Source data:
#####
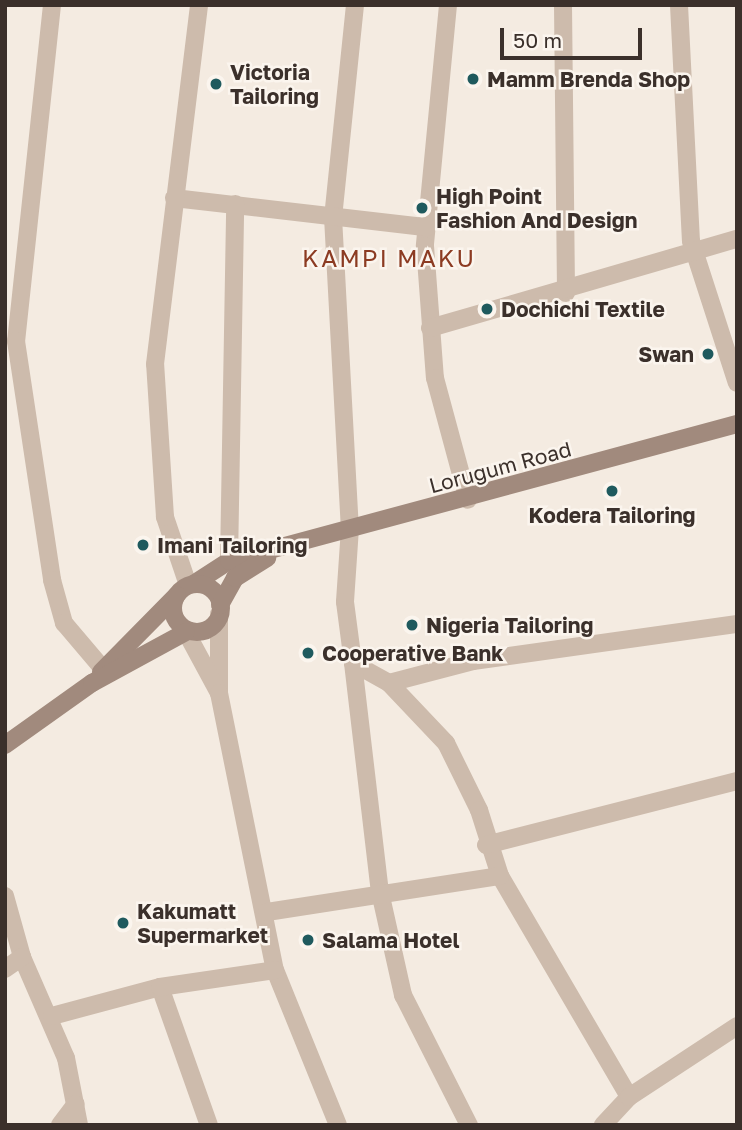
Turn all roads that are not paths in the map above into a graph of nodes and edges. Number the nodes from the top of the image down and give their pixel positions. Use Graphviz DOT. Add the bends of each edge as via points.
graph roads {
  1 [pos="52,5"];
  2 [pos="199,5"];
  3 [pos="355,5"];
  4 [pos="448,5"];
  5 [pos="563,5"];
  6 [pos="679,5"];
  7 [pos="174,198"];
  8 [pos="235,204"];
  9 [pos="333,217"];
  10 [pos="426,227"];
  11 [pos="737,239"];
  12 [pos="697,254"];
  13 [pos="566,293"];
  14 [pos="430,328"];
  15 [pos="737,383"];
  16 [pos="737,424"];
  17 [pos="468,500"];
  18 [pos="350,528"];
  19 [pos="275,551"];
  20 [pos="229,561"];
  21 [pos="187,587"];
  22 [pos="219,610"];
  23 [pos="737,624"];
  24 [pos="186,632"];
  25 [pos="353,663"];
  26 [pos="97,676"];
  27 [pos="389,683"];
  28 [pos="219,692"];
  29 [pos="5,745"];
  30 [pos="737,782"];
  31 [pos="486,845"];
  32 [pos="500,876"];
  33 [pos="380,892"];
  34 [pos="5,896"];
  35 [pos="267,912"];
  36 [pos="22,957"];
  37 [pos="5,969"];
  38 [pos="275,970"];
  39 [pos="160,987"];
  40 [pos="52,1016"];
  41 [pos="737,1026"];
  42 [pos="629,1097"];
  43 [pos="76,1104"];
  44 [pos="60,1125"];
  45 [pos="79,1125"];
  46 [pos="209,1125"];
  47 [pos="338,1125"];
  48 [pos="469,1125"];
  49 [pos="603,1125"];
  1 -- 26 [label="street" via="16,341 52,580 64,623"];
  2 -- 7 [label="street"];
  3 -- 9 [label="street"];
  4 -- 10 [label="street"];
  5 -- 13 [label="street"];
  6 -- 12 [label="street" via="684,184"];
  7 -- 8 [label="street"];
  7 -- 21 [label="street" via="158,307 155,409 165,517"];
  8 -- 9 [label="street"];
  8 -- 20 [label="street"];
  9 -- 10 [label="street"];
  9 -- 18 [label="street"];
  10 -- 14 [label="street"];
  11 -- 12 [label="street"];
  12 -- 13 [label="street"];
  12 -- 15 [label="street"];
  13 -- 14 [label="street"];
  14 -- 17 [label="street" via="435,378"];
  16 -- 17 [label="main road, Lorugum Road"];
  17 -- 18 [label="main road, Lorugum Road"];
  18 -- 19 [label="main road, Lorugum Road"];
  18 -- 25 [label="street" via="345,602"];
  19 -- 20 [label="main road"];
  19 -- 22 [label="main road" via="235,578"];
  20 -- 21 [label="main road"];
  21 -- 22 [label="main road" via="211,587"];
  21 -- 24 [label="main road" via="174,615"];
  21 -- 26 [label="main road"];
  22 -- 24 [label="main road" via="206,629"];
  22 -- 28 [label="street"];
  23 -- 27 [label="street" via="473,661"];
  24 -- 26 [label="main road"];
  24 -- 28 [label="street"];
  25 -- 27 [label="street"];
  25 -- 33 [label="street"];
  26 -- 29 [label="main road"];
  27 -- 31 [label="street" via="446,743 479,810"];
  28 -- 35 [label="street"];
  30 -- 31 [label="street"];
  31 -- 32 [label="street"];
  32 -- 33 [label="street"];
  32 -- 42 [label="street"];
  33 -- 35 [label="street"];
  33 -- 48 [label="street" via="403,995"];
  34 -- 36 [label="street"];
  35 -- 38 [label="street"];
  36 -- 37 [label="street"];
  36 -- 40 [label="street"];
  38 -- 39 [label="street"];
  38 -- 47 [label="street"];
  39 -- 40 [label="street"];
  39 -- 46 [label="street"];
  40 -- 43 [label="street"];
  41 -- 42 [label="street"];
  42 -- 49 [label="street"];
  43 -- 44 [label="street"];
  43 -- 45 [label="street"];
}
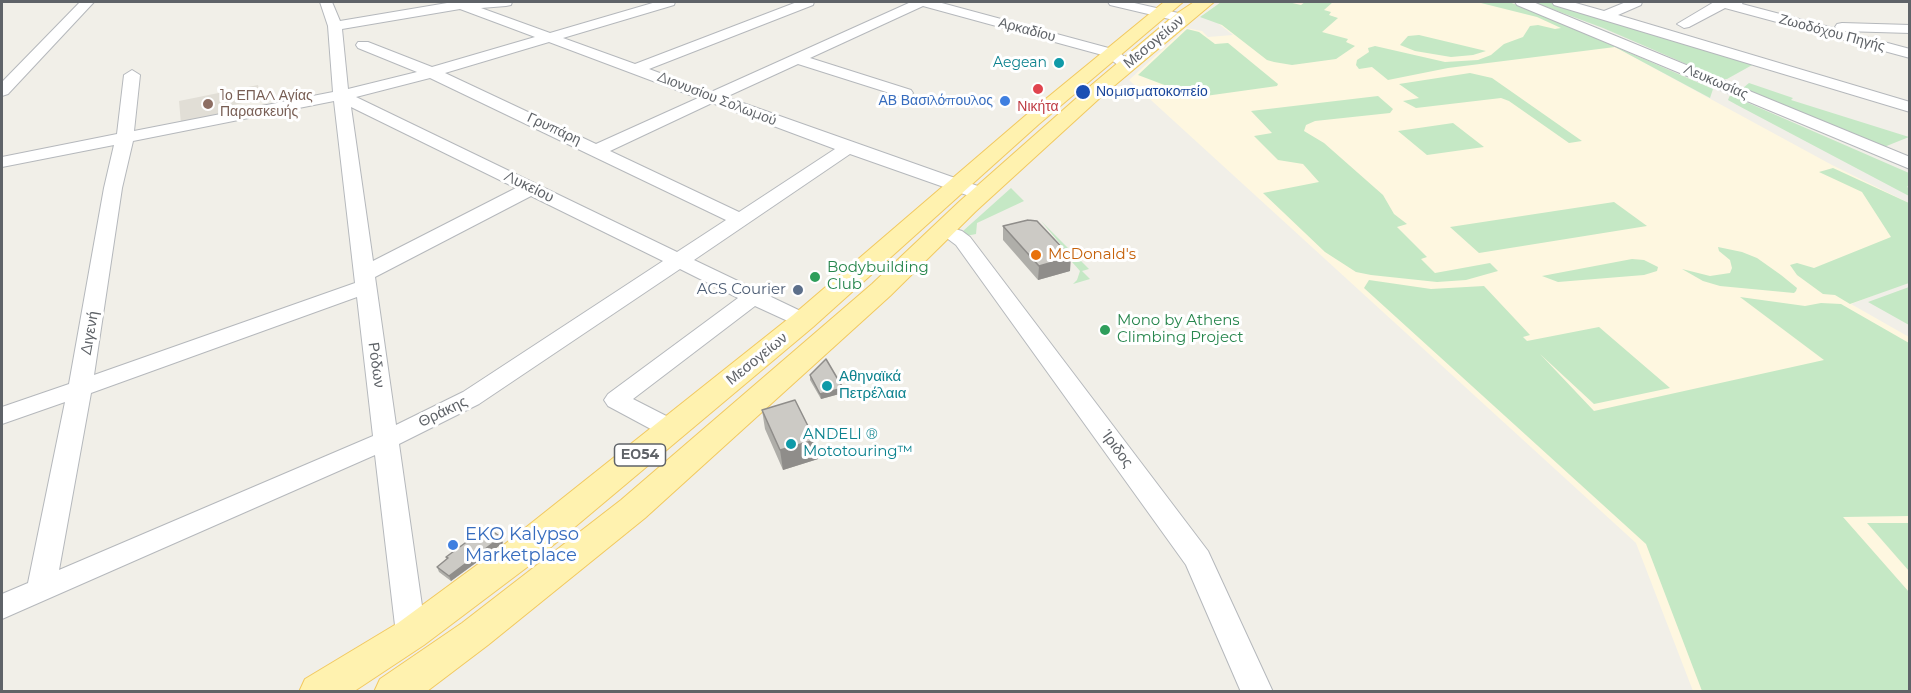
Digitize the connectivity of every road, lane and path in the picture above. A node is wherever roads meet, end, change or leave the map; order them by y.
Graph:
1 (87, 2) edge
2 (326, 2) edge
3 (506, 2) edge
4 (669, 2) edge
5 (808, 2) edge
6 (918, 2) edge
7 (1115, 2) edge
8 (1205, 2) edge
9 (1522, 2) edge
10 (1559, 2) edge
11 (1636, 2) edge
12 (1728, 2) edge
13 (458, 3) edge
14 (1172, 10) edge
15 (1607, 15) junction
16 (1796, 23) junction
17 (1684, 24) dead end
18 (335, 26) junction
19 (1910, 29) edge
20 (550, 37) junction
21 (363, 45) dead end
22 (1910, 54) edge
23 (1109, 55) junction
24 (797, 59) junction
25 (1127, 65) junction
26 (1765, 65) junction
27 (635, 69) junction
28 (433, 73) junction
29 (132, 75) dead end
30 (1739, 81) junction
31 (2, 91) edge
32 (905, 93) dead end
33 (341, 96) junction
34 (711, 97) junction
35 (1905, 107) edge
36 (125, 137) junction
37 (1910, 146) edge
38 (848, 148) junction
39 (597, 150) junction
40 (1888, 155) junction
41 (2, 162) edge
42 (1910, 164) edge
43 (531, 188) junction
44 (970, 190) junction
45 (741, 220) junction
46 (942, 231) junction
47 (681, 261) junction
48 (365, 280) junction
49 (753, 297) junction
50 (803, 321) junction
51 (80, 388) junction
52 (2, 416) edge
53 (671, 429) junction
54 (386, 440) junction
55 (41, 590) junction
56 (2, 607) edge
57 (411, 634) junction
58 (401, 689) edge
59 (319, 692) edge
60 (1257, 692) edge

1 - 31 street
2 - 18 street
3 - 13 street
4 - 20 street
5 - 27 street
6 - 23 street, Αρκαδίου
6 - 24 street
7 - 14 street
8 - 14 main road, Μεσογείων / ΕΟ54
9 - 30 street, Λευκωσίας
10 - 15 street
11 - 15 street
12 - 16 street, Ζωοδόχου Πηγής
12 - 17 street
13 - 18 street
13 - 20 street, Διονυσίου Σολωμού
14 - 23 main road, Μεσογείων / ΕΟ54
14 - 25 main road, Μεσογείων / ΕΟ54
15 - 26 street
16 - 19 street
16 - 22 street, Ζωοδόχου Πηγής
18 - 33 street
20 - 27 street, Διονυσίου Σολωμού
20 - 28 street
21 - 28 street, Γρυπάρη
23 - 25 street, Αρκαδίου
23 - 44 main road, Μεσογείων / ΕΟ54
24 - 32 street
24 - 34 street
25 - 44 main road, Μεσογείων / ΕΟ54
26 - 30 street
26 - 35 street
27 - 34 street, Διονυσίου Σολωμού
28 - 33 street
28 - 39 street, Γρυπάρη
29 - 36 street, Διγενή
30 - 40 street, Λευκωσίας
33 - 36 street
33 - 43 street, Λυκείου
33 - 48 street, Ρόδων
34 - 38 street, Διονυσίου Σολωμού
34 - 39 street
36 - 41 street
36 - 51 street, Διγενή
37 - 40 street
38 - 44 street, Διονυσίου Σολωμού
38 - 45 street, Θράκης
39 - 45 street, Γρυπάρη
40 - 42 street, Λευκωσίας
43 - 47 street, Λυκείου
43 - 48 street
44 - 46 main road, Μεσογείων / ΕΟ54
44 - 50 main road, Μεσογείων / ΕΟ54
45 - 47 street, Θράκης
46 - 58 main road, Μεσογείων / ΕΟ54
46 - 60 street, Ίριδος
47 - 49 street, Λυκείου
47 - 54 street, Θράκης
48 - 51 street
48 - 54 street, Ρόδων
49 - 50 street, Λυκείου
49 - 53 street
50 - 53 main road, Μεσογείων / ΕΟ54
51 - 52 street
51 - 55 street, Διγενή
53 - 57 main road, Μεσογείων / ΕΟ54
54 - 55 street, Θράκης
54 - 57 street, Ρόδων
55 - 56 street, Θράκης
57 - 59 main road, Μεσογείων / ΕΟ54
#####
Your assignment:
Excluding the pictures, transcribe all of the entries exactly.

Task solution:
Turn all roads that are not paths in the map above into a graph of nodes and edges. Number the nodes from the top of the image down and give their pixel positions. Use Graphviz DOT. Add the bends of each edge as via points.
graph roads {
  1 [pos="52,5"];
  2 [pos="199,5"];
  3 [pos="355,5"];
  4 [pos="448,5"];
  5 [pos="563,5"];
  6 [pos="679,5"];
  7 [pos="174,198"];
  8 [pos="235,204"];
  9 [pos="333,217"];
  10 [pos="426,227"];
  11 [pos="737,239"];
  12 [pos="697,254"];
  13 [pos="566,293"];
  14 [pos="430,328"];
  15 [pos="737,383"];
  16 [pos="737,424"];
  17 [pos="468,500"];
  18 [pos="350,528"];
  19 [pos="275,551"];
  20 [pos="229,561"];
  21 [pos="187,587"];
  22 [pos="219,610"];
  23 [pos="737,624"];
  24 [pos="186,632"];
  25 [pos="353,663"];
  26 [pos="97,676"];
  27 [pos="389,683"];
  28 [pos="219,692"];
  29 [pos="5,745"];
  30 [pos="737,782"];
  31 [pos="486,845"];
  32 [pos="500,876"];
  33 [pos="380,892"];
  34 [pos="5,896"];
  35 [pos="267,912"];
  36 [pos="22,957"];
  37 [pos="5,969"];
  38 [pos="275,970"];
  39 [pos="160,987"];
  40 [pos="52,1016"];
  41 [pos="737,1026"];
  42 [pos="629,1097"];
  43 [pos="76,1104"];
  44 [pos="60,1125"];
  45 [pos="79,1125"];
  46 [pos="209,1125"];
  47 [pos="338,1125"];
  48 [pos="469,1125"];
  49 [pos="603,1125"];
  1 -- 26 [label="street" via="16,341 52,580 64,623"];
  2 -- 7 [label="street"];
  3 -- 9 [label="street"];
  4 -- 10 [label="street"];
  5 -- 13 [label="street"];
  6 -- 12 [label="street" via="684,184"];
  7 -- 8 [label="street"];
  7 -- 21 [label="street" via="158,307 155,409 165,517"];
  8 -- 9 [label="street"];
  8 -- 20 [label="street"];
  9 -- 10 [label="street"];
  9 -- 18 [label="street"];
  10 -- 14 [label="street"];
  11 -- 12 [label="street"];
  12 -- 13 [label="street"];
  12 -- 15 [label="street"];
  13 -- 14 [label="street"];
  14 -- 17 [label="street" via="435,378"];
  16 -- 17 [label="main road, Lorugum Road"];
  17 -- 18 [label="main road, Lorugum Road"];
  18 -- 19 [label="main road, Lorugum Road"];
  18 -- 25 [label="street" via="345,602"];
  19 -- 20 [label="main road"];
  19 -- 22 [label="main road" via="235,578"];
  20 -- 21 [label="main road"];
  21 -- 22 [label="main road" via="211,587"];
  21 -- 24 [label="main road" via="174,615"];
  21 -- 26 [label="main road"];
  22 -- 24 [label="main road" via="206,629"];
  22 -- 28 [label="street"];
  23 -- 27 [label="street" via="473,661"];
  24 -- 26 [label="main road"];
  24 -- 28 [label="street"];
  25 -- 27 [label="street"];
  25 -- 33 [label="street"];
  26 -- 29 [label="main road"];
  27 -- 31 [label="street" via="446,743 479,810"];
  28 -- 35 [label="street"];
  30 -- 31 [label="street"];
  31 -- 32 [label="street"];
  32 -- 33 [label="street"];
  32 -- 42 [label="street"];
  33 -- 35 [label="street"];
  33 -- 48 [label="street" via="403,995"];
  34 -- 36 [label="street"];
  35 -- 38 [label="street"];
  36 -- 37 [label="street"];
  36 -- 40 [label="street"];
  38 -- 39 [label="street"];
  38 -- 47 [label="street"];
  39 -- 40 [label="street"];
  39 -- 46 [label="street"];
  40 -- 43 [label="street"];
  41 -- 42 [label="street"];
  42 -- 49 [label="street"];
  43 -- 44 [label="street"];
  43 -- 45 [label="street"];
}
Digitize the connectivity of every road, lane and path in the picture above. A node is wherever roads meet, end, change or leave the map; order them by y.
Graph:
1 (87, 2) edge
2 (326, 2) edge
3 (506, 2) edge
4 (669, 2) edge
5 (808, 2) edge
6 (918, 2) edge
7 (1115, 2) edge
8 (1205, 2) edge
9 (1522, 2) edge
10 (1559, 2) edge
11 (1636, 2) edge
12 (1728, 2) edge
13 (458, 3) edge
14 (1172, 10) edge
15 (1607, 15) junction
16 (1796, 23) junction
17 (1684, 24) dead end
18 (335, 26) junction
19 (1910, 29) edge
20 (550, 37) junction
21 (363, 45) dead end
22 (1910, 54) edge
23 (1109, 55) junction
24 (797, 59) junction
25 (1127, 65) junction
26 (1765, 65) junction
27 (635, 69) junction
28 (433, 73) junction
29 (132, 75) dead end
30 (1739, 81) junction
31 (2, 91) edge
32 (905, 93) dead end
33 (341, 96) junction
34 (711, 97) junction
35 (1905, 107) edge
36 (125, 137) junction
37 (1910, 146) edge
38 (848, 148) junction
39 (597, 150) junction
40 (1888, 155) junction
41 (2, 162) edge
42 (1910, 164) edge
43 (531, 188) junction
44 (970, 190) junction
45 (741, 220) junction
46 (942, 231) junction
47 (681, 261) junction
48 (365, 280) junction
49 (753, 297) junction
50 (803, 321) junction
51 (80, 388) junction
52 (2, 416) edge
53 (671, 429) junction
54 (386, 440) junction
55 (41, 590) junction
56 (2, 607) edge
57 (411, 634) junction
58 (401, 689) edge
59 (319, 692) edge
60 (1257, 692) edge

1 - 31 street
2 - 18 street
3 - 13 street
4 - 20 street
5 - 27 street
6 - 23 street, Αρκαδίου
6 - 24 street
7 - 14 street
8 - 14 main road, Μεσογείων / ΕΟ54
9 - 30 street, Λευκωσίας
10 - 15 street
11 - 15 street
12 - 16 street, Ζωοδόχου Πηγής
12 - 17 street
13 - 18 street
13 - 20 street, Διονυσίου Σολωμού
14 - 23 main road, Μεσογείων / ΕΟ54
14 - 25 main road, Μεσογείων / ΕΟ54
15 - 26 street
16 - 19 street
16 - 22 street, Ζωοδόχου Πηγής
18 - 33 street
20 - 27 street, Διονυσίου Σολωμού
20 - 28 street
21 - 28 street, Γρυπάρη
23 - 25 street, Αρκαδίου
23 - 44 main road, Μεσογείων / ΕΟ54
24 - 32 street
24 - 34 street
25 - 44 main road, Μεσογείων / ΕΟ54
26 - 30 street
26 - 35 street
27 - 34 street, Διονυσίου Σολωμού
28 - 33 street
28 - 39 street, Γρυπάρη
29 - 36 street, Διγενή
30 - 40 street, Λευκωσίας
33 - 36 street
33 - 43 street, Λυκείου
33 - 48 street, Ρόδων
34 - 38 street, Διονυσίου Σολωμού
34 - 39 street
36 - 41 street
36 - 51 street, Διγενή
37 - 40 street
38 - 44 street, Διονυσίου Σολωμού
38 - 45 street, Θράκης
39 - 45 street, Γρυπάρη
40 - 42 street, Λευκωσίας
43 - 47 street, Λυκείου
43 - 48 street
44 - 46 main road, Μεσογείων / ΕΟ54
44 - 50 main road, Μεσογείων / ΕΟ54
45 - 47 street, Θράκης
46 - 58 main road, Μεσογείων / ΕΟ54
46 - 60 street, Ίριδος
47 - 49 street, Λυκείου
47 - 54 street, Θράκης
48 - 51 street
48 - 54 street, Ρόδων
49 - 50 street, Λυκείου
49 - 53 street
50 - 53 main road, Μεσογείων / ΕΟ54
51 - 52 street
51 - 55 street, Διγενή
53 - 57 main road, Μεσογείων / ΕΟ54
54 - 55 street, Θράκης
54 - 57 street, Ρόδων
55 - 56 street, Θράκης
57 - 59 main road, Μεσογείων / ΕΟ54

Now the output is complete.